When Mozart Disobeyed the Pope

Barbara Krafft (1764–1825), “Wolfgang Amadeus Mozart”
Barbara Krafft (1764–1825), “Wolfgang Amadeus Mozart” (photo: Public Domain)

In his lifetime, Wolfgang Amadeus Mozart composed more than 600 works including symphonies, concertos and operas. From his earliest years, he had an ear for music; the child prodigy began composing at only four or five years of age, and completed his first symphony by the age of eight.

But did you know that he disobeyed an edict of the Pope—thus risking excommunication?

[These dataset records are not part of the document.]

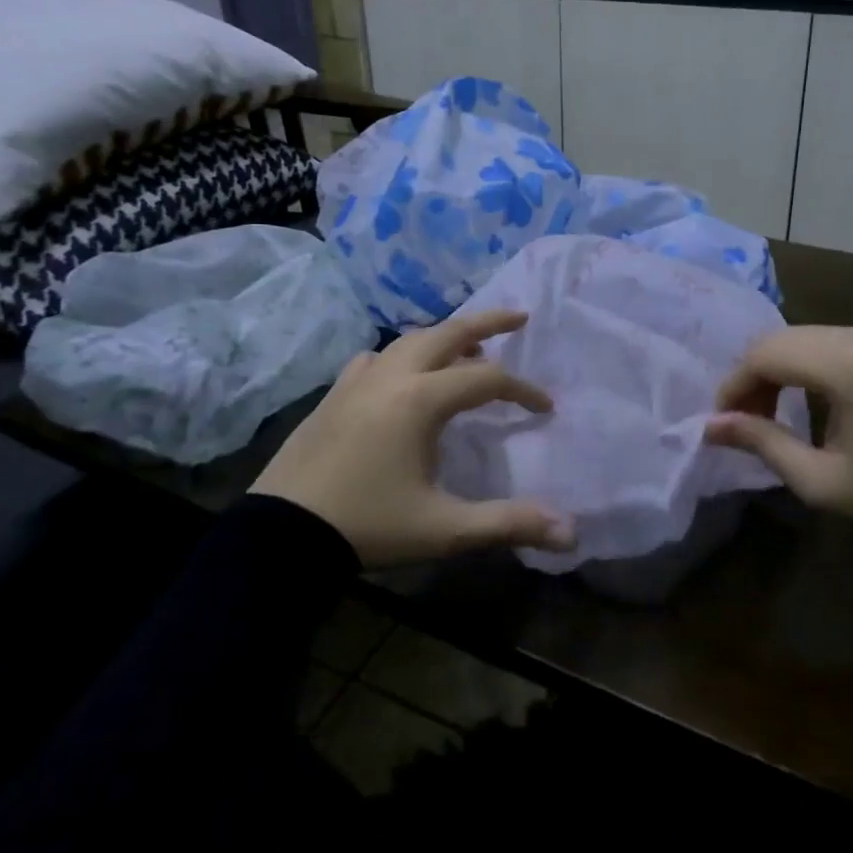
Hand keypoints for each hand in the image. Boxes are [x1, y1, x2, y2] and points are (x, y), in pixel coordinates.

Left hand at [252, 309, 574, 567]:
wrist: (281, 535)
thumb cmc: (368, 526)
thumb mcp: (444, 528)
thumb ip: (508, 524)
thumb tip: (571, 533)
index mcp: (420, 399)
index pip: (487, 379)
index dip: (523, 390)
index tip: (546, 409)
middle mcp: (391, 376)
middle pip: (448, 333)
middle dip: (488, 322)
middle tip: (519, 317)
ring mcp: (357, 381)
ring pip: (410, 341)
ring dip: (445, 338)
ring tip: (468, 349)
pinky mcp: (334, 395)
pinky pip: (376, 358)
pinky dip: (402, 355)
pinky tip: (402, 374)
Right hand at [705, 325, 852, 525]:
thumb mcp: (820, 479)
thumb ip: (762, 443)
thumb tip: (711, 426)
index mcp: (843, 365)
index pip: (764, 356)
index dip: (734, 386)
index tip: (722, 421)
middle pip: (778, 341)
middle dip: (751, 376)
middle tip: (745, 419)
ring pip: (800, 337)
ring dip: (775, 368)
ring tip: (771, 412)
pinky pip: (826, 342)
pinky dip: (802, 363)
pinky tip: (803, 397)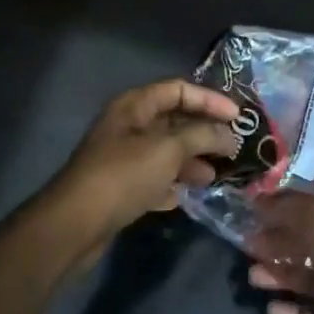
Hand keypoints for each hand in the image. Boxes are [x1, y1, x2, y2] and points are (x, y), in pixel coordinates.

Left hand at [45, 79, 241, 261]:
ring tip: (215, 176)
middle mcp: (128, 127)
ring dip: (191, 161)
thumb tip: (228, 135)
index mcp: (134, 106)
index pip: (178, 90)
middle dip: (204, 133)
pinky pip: (154, 179)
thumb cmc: (123, 176)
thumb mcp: (168, 149)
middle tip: (233, 148)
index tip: (238, 117)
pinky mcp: (121, 188)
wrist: (76, 223)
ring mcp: (123, 158)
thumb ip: (202, 136)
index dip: (209, 100)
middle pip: (173, 121)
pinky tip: (187, 196)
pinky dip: (172, 184)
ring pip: (166, 152)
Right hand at [247, 193, 313, 313]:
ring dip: (278, 275)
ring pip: (306, 278)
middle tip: (248, 244)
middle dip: (277, 241)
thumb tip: (256, 200)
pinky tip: (272, 308)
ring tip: (254, 276)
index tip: (254, 210)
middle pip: (308, 242)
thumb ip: (285, 207)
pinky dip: (290, 311)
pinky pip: (309, 313)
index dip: (286, 206)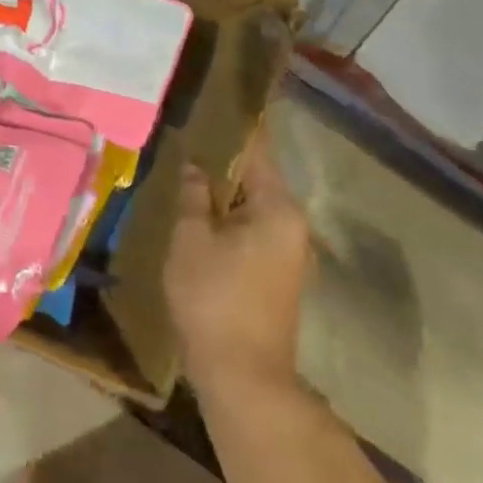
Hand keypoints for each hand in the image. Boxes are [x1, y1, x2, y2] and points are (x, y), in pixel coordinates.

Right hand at [165, 128, 313, 391]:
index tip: (213, 105)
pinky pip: (254, 232)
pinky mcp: (280, 277)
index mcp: (279, 208)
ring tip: (189, 175)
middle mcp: (294, 225)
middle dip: (223, 163)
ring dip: (225, 195)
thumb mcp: (192, 240)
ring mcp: (291, 254)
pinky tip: (202, 218)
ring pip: (254, 208)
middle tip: (188, 142)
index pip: (257, 152)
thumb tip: (196, 167)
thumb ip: (194, 196)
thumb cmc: (213, 299)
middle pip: (257, 180)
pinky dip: (231, 221)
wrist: (243, 376)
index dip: (234, 128)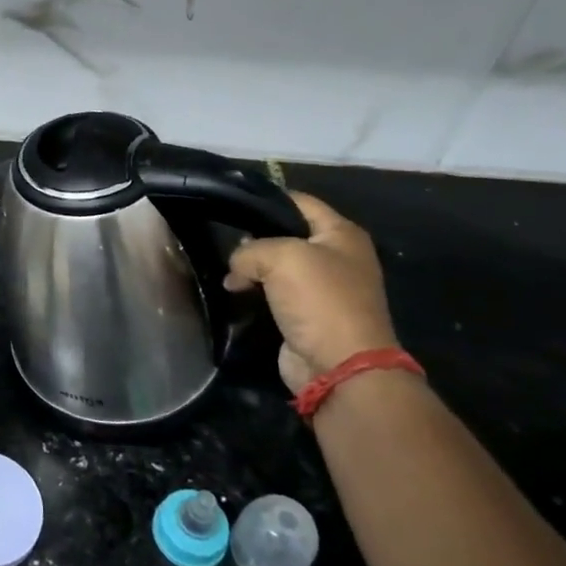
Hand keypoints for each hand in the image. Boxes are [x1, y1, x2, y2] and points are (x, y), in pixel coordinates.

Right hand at [223, 191, 399, 392]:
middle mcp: (336, 257)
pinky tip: (233, 292)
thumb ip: (249, 250)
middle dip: (254, 237)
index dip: (266, 199)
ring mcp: (323, 288)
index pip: (299, 202)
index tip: (231, 203)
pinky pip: (274, 293)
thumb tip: (236, 269)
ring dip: (251, 269)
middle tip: (223, 240)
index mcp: (342, 234)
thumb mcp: (280, 257)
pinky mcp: (307, 315)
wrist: (340, 366)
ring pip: (276, 266)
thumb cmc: (319, 300)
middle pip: (286, 234)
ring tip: (225, 270)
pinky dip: (254, 292)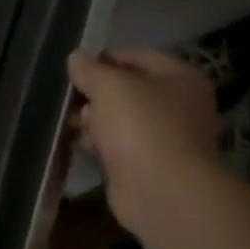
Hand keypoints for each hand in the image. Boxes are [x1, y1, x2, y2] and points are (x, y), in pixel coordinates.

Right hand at [68, 50, 221, 233]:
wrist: (162, 191)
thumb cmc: (141, 126)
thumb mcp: (110, 86)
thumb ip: (90, 70)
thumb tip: (76, 58)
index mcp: (180, 78)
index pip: (138, 57)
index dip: (104, 59)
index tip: (74, 68)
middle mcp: (178, 105)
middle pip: (128, 89)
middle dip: (95, 93)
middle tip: (69, 98)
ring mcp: (165, 137)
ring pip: (120, 119)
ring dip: (94, 120)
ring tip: (70, 122)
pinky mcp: (148, 165)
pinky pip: (118, 145)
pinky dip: (100, 144)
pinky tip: (80, 144)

Mozart was raised a devout Catholic; but when he was only fourteen, he pirated a musical composition which had been commissioned for use exclusively in the Sistine Chapel.

In the 1630s, Pope Urban VIII had enlisted the Italian composer Gregorio Allegri to write a hymn to be sung during matins in Holy Week—as part of the Tenebrae service on Holy Wednesday, and again on Good Friday.  Allegri set to music the Miserere, taken from Psalm 51.

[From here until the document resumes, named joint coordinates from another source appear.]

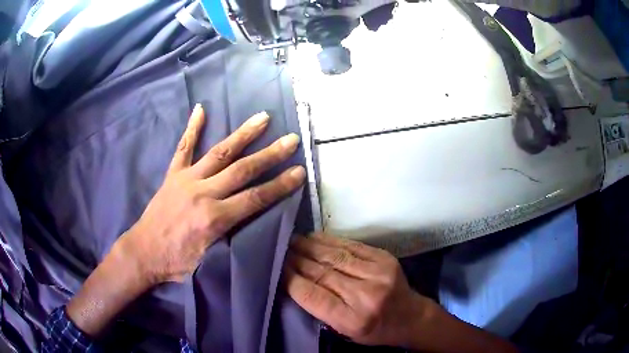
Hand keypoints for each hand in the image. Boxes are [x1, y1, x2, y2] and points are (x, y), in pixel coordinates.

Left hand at [117, 104, 305, 284]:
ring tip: (262, 117)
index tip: (299, 171)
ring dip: (243, 134)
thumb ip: (230, 238)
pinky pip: (183, 147)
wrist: (143, 253)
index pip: (255, 198)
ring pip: (219, 152)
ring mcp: (186, 180)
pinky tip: (201, 109)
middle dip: (270, 154)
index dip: (280, 185)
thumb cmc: (176, 263)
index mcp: (214, 219)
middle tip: (291, 139)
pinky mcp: (173, 175)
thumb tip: (251, 221)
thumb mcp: (208, 260)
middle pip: (242, 170)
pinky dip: (192, 128)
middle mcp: (203, 194)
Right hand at [284, 233, 429, 346]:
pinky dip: (329, 241)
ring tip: (292, 241)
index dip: (292, 280)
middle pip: (322, 273)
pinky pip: (351, 246)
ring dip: (309, 247)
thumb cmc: (375, 330)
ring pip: (334, 256)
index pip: (314, 296)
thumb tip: (295, 282)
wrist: (410, 316)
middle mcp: (365, 295)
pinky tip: (314, 238)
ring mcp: (378, 273)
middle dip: (297, 260)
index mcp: (353, 320)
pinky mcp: (384, 258)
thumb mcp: (345, 331)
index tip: (277, 268)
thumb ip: (321, 309)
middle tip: (280, 250)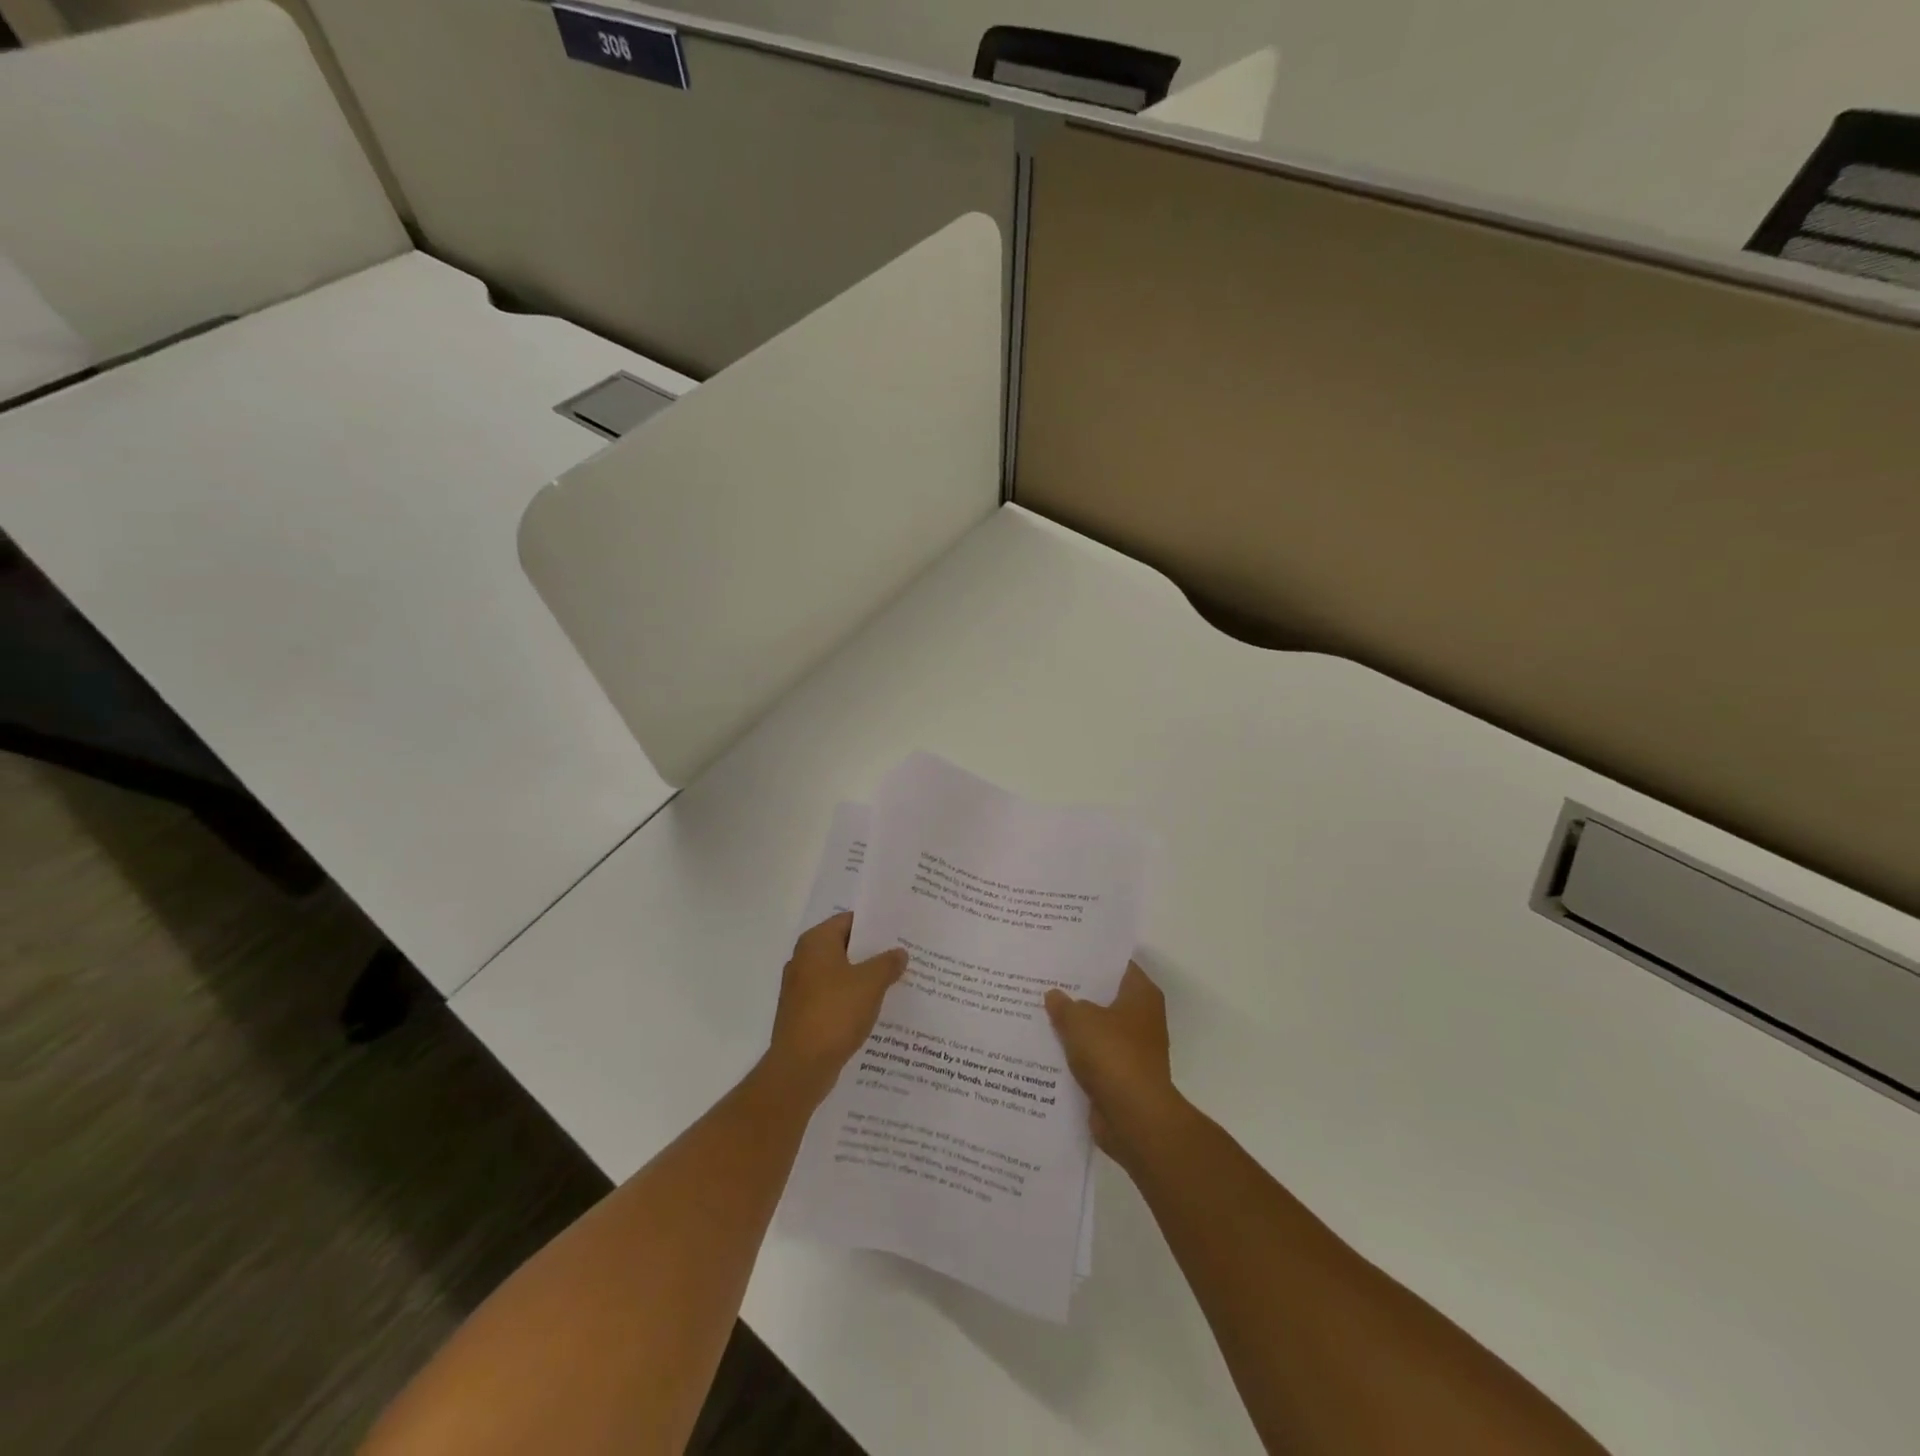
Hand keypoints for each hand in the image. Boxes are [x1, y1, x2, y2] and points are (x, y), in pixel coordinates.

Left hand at [767, 912, 907, 1103]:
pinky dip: (852, 999)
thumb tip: (899, 953)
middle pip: (844, 947)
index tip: (900, 930)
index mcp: (815, 943)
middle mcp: (803, 959)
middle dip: (872, 952)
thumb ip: (887, 963)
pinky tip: (875, 1008)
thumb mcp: (870, 983)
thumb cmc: (835, 1013)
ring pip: (839, 974)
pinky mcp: (803, 1014)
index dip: (875, 924)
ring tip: (895, 981)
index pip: (849, 920)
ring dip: (863, 977)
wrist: (800, 1067)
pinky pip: (833, 997)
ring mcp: (800, 988)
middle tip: (903, 955)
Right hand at [1045, 963, 1179, 1164]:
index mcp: (1141, 995)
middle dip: (1077, 993)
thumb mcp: (1080, 1020)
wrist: (1133, 1117)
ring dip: (1074, 1027)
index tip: (1064, 954)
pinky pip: (1093, 1058)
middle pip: (1105, 997)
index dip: (1091, 959)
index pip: (1117, 965)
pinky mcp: (1121, 1077)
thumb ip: (1063, 1004)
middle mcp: (1142, 1019)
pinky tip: (1047, 1048)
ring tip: (1038, 1012)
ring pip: (1097, 1029)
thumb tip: (1054, 995)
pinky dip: (1075, 1055)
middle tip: (1043, 980)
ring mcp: (1133, 1050)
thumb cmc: (1112, 1055)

For 140 years, that edict was respected—and the Miserere was heard only by those attending services in the Sistine Chapel. Then, during Holy Week in 1770, the teen-aged Mozart traveled with his father to Rome, where he attended matins on Holy Wednesday. For the first time, he heard the Miserere sung, as Allegri had intended, by two choirs. After the service, he returned home and—skilled as he was in musical composition—he wrote down the entire work from memory. There may have been a few glitches in his recollection; but he returned to the Sistine Chapel on Good Friday and listened once again, then corrected any errors in his transcript.

What happened next is unclear. Mozart apparently either gave or sold the manuscript to the British historian Charles Burney, who took it to London where it was published in 1771. Mozart gained fame for the work around the world, and news of his talent even reached Rome. Pope Clement XIV, leader of the Church at that time, summoned Mozart to the Vatican. But instead of excommunicating the boy, as his predecessor Pope Urban might have done, Pope Clement seemed to really appreciate Mozart's initiative. The Holy Father congratulated Mozart for his musical talent, then named him to the Chivalric Order of the Golden Spur, a papal order of knighthood conferred upon those who have “rendered distinguished service in propagating the Catholic faith, or who have contributed to the glory of the Church, either by feat of arms, by writings, or by other illustrious acts.”

Allegri's Miserere has, since the lifting of the ban, become one of the most popular a cappella choral works. In 2015 the Sistine Chapel Choir released its first CD, which included a performance of Allegri's Miserere performed live in the Sistine Chapel.